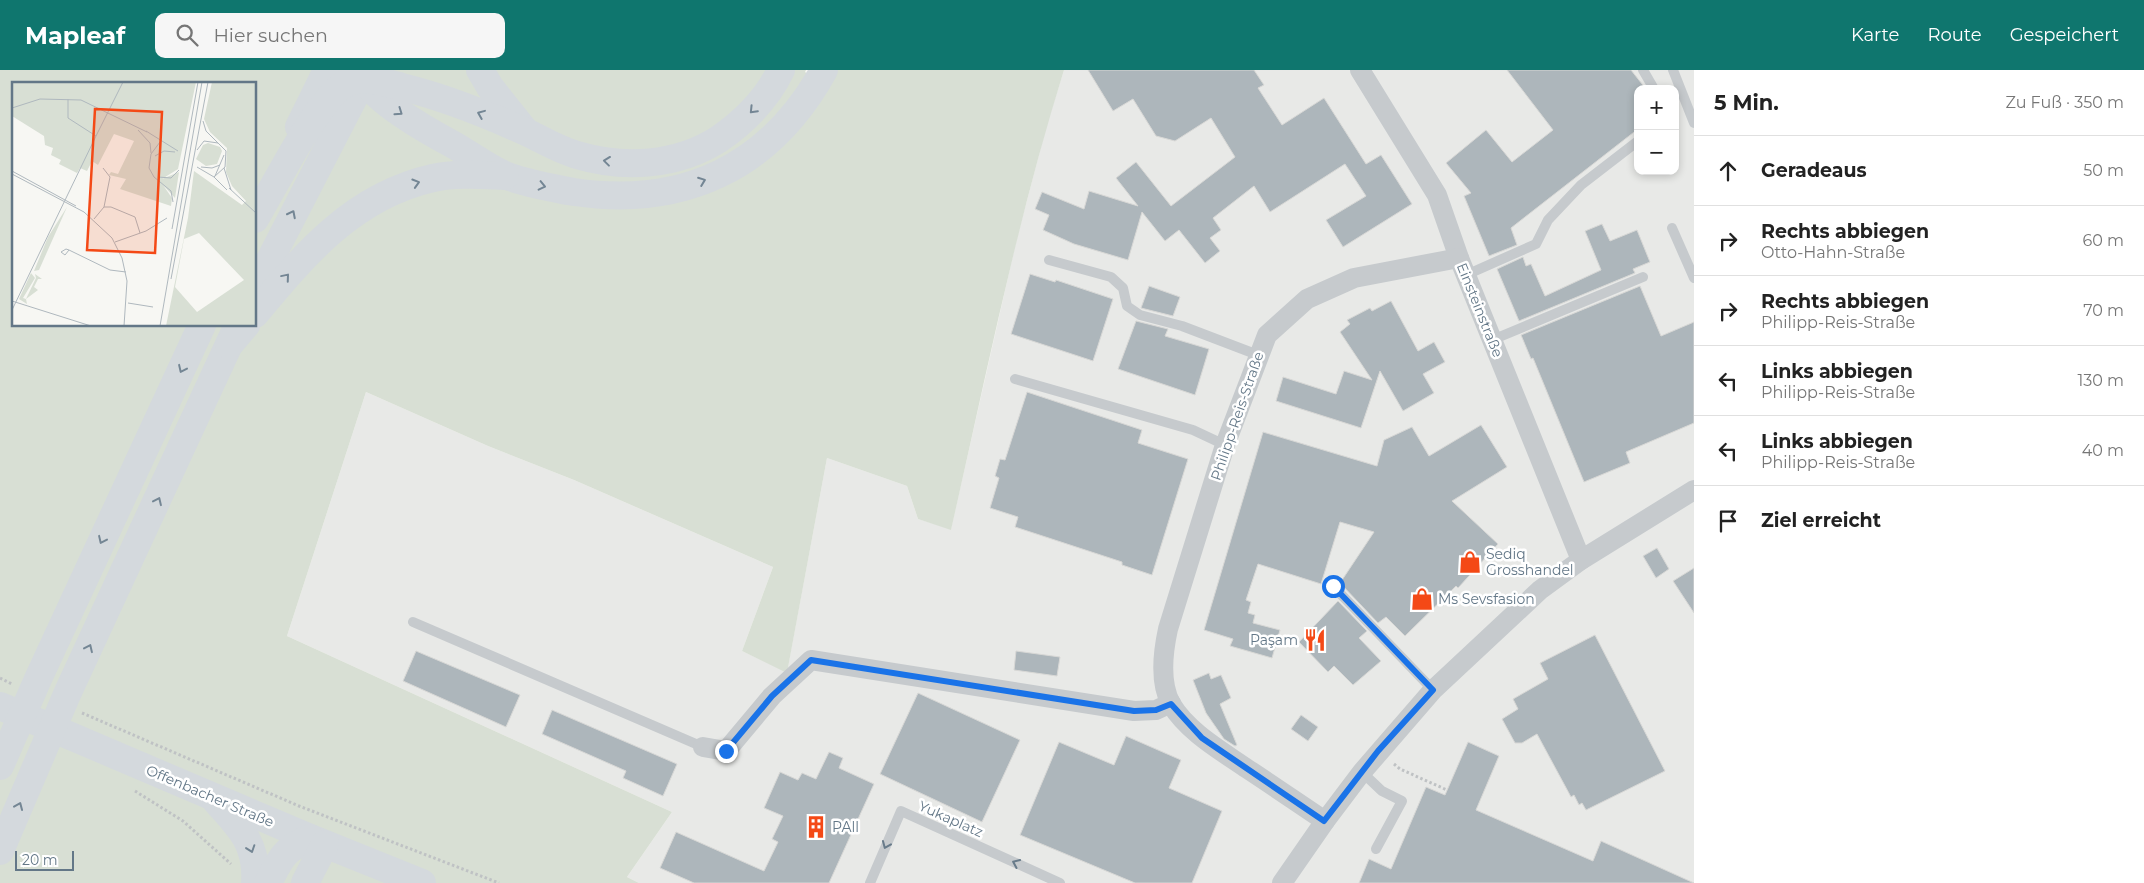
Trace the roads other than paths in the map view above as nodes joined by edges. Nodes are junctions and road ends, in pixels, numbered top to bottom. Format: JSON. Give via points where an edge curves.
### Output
{"nodes":[{"id":1,"x":327,"y":70,"type":"edge"},
{"id":2,"x":480,"y":70,"type":"edge"},
{"id":3,"x":781,"y":70,"type":"edge"},
{"id":4,"x":824,"y":70,"type":"edge"},
{"id":5,"x":1360,"y":70,"type":"edge"},
{"id":6,"x":1643,"y":70,"type":"edge"},
{"id":7,"x":1673,"y":70,"type":"edge"},
{"id":8,"x":364,"y":73,"type":"edge"},
{"id":9,"x":1652,"y":85,"type":"edge"},
{"id":10,"x":1694,"y":123,"type":"edge"},
{"id":11,"x":526,"y":132,"type":"junction"},
{"id":12,"x":1634,"y":144,"type":"edge"},
{"id":13,"x":505,"y":176,"type":"junction"},
{"id":14,"x":256,"y":213,"type":"edge"},
{"id":15,"x":256,"y":218,"type":"edge"},
{"id":16,"x":1672,"y":228,"type":"dead end"},
{"id":17,"x":1049,"y":260,"type":"dead end"},
{"id":18,"x":1462,"y":266,"type":"junction"},
{"id":19,"x":1643,"y":277,"type":"dead end"},
{"id":20,"x":1694,"y":278,"type":"edge"},
{"id":21,"x":256,"y":287,"type":"edge"},
{"id":22,"x":256,"y":313,"type":"edge"},
{"id":23,"x":202,"y":326,"type":"edge"},
{"id":24,"x":238,"y":332,"type":"edge"},
{"id":25,"x":1492,"y":340,"type":"junction"},
{"id":26,"x":1258,"y":354,"type":"junction"},
{"id":27,"x":1015,"y":378,"type":"dead end"},
{"id":28,"x":1225,"y":444,"type":"junction"},
{"id":29,"x":1694,"y":490,"type":"edge"},
{"id":30,"x":1582,"y":560,"type":"junction"},
{"id":31,"x":1333,"y":586,"type":"dead end"},
{"id":32,"x":413,"y":622,"type":"dead end"},
{"id":33,"x":1433,"y":690,"type":"junction"},
{"id":34,"x":1171,"y":704,"type":"junction"},
{"id":35,"x":0,"y":706,"type":"edge"},
{"id":36,"x":703,"y":747,"type":"joint"},
{"id":37,"x":5,"y":755,"type":"edge"},
{"id":38,"x":1362,"y":772,"type":"junction"},
{"id":39,"x":212,"y":796,"type":"junction"},
{"id":40,"x":1324,"y":821,"type":"junction"},
{"id":41,"x":324,"y":844,"type":"junction"},
{"id":42,"x":1376,"y":848,"type":"dead end"},
{"id":43,"x":0,"y":851,"type":"edge"},
{"id":44,"x":255,"y":883,"type":"edge"},
{"id":45,"x":268,"y":883,"type":"edge"},
{"id":46,"x":305,"y":883,"type":"edge"},
{"id":47,"x":422,"y":883,"type":"edge"},
{"id":48,"x":870,"y":883,"type":"edge"},
{"id":49,"x":1060,"y":883,"type":"edge"},
{"id":50,"x":1282,"y":883,"type":"edge"}],
"edges":[{"from":1,"to":14,"type":"main road"},
{"from":2,"to":11,"type":"main road"},
{"from":3,"to":11,"type":"main road","one_way":true,"via":[[768,93],[748,116],[708,146],[685,156],[659,162],[604,161],[576,155]]},
{"from":13,"to":4,"type":"main road","one_way":true,"via":[[546,187],[603,195],[641,195],[692,185],[735,165],[767,142],[796,112]]},
{"from":5,"to":18,"type":"street","name":"Einsteinstraße","via":[[1437,195]]},
{"from":6,"to":9,"type":"lane"},
{"from":7,"to":10,"type":"lane"},
{"from":11,"to":8,"type":"main road","one_way":true},
{"from":8,"to":13,"type":"main road","one_way":true,"via":[[390,105],[416,124]]},
{"from":8,"to":15,"type":"main road","via":[[336,89],[326,100]]},
{"from":21,"to":8,"type":"main road","one_way":true},
{"from":12,"to":18,"type":"lane","via":[[1581,185],[1548,220],[1536,244]]},
{"from":22,"to":13,"type":"main road","one_way":true,"via":[[326,234],[372,202],[434,178]]},
{"from":16,"to":20,"type":"lane"},
{"from":17,"to":26,"type":"lane","via":[[1111,278],[1123,288],[1127,306],[1140,315],[1182,326]]},
{"from":18,"to":25,"type":"street","name":"Einsteinstraße"},
{"from":18,"to":26,"type":"street","name":"Philipp-Reis-Straße","via":[[1354,278],[1307,299],[1267,334]]},
{"from":19,"to":25,"type":"lane"},
{"from":23,"to":37,"type":"main road","one_way":true,"via":[[28,683]]},
{"from":43,"to":24,"type":"main road","one_way":true,"via":[[40,756],[75,703]]},
{"from":25,"to":30,"type":"street","name":"Einsteinstraße"},
{"from":26,"to":28,"type":"street","name":"Philipp-Reis-Straße"},
{"from":27,"to":28,"type":"lane","via":[[1193,430]]},
{"from":28,"to":34,"type":"street","name":"Philipp-Reis-Straße","via":[[1163,652],[1166,688]]},
{"from":29,"to":30,"type":"street"},
{"from":30,"to":33,"type":"street","via":[[1540,590]]},
{"from":31,"to":33,"type":"lane"},
{"from":32,"to":36,"type":"lane"},
{"from":33,"to":38,"type":"street"},
{"from":34,"to":36,"type":"street","via":[[1156,710],[1134,711],[811,660],[772,696],[726,751]]},
{"from":34,"to":40,"type":"street","name":"Philipp-Reis-Straße","via":[[1202,738]]},
{"from":35,"to":39,"type":"main road","name":"Offenbacher Straße"},
{"from":38,"to":40,"type":"street"},
{"from":38,"to":42,"type":"lane","via":[[1382,791],[1402,802]]},
{"from":39,"to":41,"type":"main road","name":"Offenbacher Straße"},
{"from":39,"to":44,"type":"main road","one_way":true,"via":[[247,839],[253,855]]},
{"from":40,"to":50,"type":"street"},
{"from":41,"to":45,"type":"main road","via":[[294,845],[286,851]]},
{"from":41,"to":46,"type":"main road"},
{"from":41,"to":47,"type":"main road","name":"Offenbacher Straße"},
{"from":49,"to":48,"type":"lane","name":"Yukaplatz","one_way":true,"via":[[901,811]]}]}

____________________

▶ REQUIRED WORK
When a line above includes the word "Einsteinstraße", please list that line.

▶ ANSWER SPACE
{"from":5,"to":18,"type":"street","name":"Einsteinstraße","via":[[1437,195]]},
{"from":18,"to":25,"type":"street","name":"Einsteinstraße"},
{"from":25,"to":30,"type":"street","name":"Einsteinstraße"},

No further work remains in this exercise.